À partir de ces analyses menées en interne, en utilisant des listes d’enjeux selon les sphères sociales, environnementales et sociétales, tels que par exemple les domaines d’action de l’ISO 26000, à partir également d’un benchmark des communications de ses confrères, l’entreprise enquête auprès de ses parties prenantes pour connaître leurs attentes, leurs priorités. Cette écoute et ce dialogue contribuent à réaliser l’Analyse de Matérialité des enjeux RSE de l’entreprise, à définir ses enjeux RSE prioritaires.
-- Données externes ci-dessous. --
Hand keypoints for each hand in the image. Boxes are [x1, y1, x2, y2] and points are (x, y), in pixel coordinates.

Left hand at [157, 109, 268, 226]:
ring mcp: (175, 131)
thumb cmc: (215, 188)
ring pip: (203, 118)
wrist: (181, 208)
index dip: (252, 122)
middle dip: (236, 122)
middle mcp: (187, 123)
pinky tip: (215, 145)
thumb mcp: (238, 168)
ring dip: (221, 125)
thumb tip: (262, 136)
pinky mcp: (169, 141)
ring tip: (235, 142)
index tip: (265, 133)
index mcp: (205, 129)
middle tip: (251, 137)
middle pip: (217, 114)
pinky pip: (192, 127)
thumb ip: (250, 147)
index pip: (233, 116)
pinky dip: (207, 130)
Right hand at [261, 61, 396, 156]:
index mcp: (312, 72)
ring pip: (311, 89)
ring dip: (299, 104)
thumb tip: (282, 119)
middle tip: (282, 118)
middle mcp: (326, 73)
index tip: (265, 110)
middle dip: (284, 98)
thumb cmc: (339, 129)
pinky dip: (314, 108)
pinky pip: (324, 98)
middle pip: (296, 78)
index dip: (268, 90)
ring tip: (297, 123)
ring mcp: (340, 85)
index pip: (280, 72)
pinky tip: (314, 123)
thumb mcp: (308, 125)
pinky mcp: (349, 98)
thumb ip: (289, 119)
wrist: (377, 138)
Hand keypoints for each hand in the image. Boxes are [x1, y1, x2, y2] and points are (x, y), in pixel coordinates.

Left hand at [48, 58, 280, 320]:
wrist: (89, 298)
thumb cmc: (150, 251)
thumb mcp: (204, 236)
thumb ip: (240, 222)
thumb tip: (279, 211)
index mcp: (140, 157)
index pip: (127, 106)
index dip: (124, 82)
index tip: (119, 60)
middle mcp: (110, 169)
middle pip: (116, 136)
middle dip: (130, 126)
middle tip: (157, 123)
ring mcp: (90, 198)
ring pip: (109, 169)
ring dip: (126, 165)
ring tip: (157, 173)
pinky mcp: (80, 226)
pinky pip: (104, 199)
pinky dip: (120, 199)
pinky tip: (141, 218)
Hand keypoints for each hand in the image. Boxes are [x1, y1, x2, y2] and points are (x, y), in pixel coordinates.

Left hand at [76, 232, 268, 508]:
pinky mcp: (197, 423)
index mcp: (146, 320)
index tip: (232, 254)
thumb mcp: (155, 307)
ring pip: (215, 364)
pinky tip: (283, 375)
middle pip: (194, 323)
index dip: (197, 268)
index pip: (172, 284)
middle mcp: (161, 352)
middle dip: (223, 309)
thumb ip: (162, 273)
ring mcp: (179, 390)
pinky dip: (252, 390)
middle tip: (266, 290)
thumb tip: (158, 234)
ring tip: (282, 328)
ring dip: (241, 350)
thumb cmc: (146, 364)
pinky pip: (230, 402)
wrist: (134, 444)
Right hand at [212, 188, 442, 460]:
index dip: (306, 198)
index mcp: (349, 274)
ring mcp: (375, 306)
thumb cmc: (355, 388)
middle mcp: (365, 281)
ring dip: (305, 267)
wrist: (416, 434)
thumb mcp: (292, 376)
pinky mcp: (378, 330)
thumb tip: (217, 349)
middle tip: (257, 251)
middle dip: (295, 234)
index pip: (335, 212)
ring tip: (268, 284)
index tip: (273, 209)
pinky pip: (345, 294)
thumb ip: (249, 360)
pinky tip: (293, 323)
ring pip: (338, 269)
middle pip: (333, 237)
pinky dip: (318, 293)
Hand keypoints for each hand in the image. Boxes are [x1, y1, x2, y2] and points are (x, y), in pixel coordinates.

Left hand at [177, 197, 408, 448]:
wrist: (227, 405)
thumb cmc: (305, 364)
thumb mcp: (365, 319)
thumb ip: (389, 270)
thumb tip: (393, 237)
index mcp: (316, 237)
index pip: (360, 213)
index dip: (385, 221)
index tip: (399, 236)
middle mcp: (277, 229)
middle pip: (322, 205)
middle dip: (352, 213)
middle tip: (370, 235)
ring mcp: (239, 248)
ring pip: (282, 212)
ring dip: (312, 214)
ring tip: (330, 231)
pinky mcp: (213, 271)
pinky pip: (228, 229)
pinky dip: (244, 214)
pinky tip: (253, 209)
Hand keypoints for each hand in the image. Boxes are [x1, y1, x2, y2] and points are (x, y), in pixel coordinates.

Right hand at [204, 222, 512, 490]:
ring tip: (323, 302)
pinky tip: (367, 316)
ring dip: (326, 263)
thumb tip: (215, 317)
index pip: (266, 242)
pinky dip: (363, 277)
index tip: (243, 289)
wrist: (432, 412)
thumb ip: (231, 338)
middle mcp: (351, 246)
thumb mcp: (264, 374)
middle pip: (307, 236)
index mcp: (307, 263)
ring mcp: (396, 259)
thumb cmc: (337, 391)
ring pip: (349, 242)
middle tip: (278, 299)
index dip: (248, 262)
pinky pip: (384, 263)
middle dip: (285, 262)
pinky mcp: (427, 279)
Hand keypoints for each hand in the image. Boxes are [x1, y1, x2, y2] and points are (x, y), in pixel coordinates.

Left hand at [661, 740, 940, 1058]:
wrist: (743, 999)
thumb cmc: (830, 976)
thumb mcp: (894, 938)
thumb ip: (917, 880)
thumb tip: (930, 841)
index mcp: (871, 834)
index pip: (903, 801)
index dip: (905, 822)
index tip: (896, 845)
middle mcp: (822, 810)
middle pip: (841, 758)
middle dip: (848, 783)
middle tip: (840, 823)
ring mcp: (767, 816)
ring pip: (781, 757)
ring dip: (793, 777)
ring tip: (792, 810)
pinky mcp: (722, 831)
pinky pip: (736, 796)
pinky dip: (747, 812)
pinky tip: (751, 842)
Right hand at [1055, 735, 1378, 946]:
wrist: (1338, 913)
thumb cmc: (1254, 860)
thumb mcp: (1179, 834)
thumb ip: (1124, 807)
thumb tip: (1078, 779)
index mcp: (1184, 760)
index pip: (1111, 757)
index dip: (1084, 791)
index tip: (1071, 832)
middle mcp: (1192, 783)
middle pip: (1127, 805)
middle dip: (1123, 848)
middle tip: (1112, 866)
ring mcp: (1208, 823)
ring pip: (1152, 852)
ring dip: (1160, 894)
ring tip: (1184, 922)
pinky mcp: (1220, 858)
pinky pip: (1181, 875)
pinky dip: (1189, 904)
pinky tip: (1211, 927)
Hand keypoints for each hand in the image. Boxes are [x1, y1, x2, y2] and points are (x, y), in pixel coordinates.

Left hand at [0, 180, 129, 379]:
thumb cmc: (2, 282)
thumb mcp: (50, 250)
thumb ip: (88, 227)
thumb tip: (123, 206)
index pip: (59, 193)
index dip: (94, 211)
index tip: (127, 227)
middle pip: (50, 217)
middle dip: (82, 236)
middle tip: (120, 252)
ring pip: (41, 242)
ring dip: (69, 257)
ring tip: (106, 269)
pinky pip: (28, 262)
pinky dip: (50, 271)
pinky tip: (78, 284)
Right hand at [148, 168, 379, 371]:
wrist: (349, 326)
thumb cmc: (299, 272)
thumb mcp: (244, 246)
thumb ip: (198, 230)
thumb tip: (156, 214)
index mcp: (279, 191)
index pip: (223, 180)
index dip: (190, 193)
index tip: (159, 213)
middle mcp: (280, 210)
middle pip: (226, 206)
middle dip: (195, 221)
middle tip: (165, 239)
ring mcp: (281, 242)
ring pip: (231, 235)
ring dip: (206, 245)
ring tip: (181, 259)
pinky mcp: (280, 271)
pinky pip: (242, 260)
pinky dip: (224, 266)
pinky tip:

Deux livrables principaux sont issus de cette analyse :

  • la Matrice de Matérialité, représentation graphique qui permet selon l’axe d’importance pour l’entreprise et l’axe d’importance pour les Parties Prenantes de mettre en évidence les enjeux jugés importants par les 2 acteurs, mais aussi de s’interroger sur les appréciations différentes portées par l’entreprise et ses parties prenantes sur tel ou tel thème, et de savoir détecter les signaux « faibles » d’enjeux potentiellement forts dans le futur.
  • l’Ambition RSE de l’entreprise qui sera déclinée en axes d’engagements RSE formalisés par de courtes phases gravant dans le marbre les axes prioritaires de la politique RSE de l’entreprise.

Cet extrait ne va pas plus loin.